> Work required:
One number is the whole answer: the tally of lines in the records below that contain "numbered".

Stored items
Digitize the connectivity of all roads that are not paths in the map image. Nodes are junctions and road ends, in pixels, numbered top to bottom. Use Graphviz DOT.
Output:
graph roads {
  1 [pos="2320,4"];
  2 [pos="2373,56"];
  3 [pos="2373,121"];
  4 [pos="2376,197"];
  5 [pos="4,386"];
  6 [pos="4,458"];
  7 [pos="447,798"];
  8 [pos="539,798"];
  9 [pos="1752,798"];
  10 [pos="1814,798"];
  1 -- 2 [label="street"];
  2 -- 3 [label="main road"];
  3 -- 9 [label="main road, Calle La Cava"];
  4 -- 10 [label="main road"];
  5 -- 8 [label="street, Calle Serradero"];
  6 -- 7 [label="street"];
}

* * *

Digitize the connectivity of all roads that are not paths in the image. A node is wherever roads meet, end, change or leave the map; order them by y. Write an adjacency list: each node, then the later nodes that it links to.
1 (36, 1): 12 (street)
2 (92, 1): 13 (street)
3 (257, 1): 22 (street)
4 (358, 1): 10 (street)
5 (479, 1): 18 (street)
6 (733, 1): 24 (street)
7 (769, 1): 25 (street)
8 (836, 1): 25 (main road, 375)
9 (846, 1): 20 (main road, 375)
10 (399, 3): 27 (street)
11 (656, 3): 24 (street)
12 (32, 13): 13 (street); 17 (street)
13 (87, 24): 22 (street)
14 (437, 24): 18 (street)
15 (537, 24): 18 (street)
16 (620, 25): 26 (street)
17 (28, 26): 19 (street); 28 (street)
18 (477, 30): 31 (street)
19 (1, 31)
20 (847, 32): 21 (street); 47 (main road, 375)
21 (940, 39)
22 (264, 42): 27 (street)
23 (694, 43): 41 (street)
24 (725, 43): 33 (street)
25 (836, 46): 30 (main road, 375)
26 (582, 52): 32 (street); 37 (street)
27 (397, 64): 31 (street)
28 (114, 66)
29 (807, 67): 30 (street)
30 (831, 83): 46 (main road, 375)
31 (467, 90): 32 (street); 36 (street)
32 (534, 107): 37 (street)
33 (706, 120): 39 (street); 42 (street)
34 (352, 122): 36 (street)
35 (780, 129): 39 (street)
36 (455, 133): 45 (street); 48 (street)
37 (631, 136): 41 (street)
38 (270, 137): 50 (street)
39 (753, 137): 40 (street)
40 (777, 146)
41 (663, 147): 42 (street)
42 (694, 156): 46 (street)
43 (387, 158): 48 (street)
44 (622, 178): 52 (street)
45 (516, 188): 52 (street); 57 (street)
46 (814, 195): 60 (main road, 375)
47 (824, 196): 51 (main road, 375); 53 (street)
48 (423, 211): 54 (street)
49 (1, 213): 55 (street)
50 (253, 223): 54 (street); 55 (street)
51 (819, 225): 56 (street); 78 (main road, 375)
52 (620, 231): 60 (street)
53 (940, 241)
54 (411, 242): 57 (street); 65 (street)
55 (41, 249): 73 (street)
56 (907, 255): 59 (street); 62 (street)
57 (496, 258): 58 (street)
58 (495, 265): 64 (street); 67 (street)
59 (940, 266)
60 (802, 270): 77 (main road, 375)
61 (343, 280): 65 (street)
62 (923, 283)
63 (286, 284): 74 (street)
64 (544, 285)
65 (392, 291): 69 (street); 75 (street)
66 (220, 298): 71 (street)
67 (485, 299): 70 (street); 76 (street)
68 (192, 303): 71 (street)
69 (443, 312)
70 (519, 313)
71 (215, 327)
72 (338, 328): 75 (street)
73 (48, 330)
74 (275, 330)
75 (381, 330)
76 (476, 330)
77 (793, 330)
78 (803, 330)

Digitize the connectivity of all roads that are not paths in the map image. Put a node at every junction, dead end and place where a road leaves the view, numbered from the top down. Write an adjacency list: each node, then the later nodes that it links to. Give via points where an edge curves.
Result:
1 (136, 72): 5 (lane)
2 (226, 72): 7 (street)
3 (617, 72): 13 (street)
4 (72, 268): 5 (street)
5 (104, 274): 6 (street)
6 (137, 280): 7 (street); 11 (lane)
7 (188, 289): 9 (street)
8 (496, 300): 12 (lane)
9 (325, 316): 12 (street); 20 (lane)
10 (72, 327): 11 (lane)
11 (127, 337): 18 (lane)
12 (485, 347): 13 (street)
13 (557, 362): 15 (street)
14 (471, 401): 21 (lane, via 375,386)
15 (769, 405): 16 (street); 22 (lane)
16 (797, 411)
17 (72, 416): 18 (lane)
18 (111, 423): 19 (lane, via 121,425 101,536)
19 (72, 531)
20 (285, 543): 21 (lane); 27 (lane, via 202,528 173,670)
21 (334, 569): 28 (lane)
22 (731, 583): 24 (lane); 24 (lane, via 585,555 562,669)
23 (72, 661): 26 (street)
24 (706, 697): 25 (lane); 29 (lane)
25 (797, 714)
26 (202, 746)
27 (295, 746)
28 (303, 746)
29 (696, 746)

> Problem solution:
2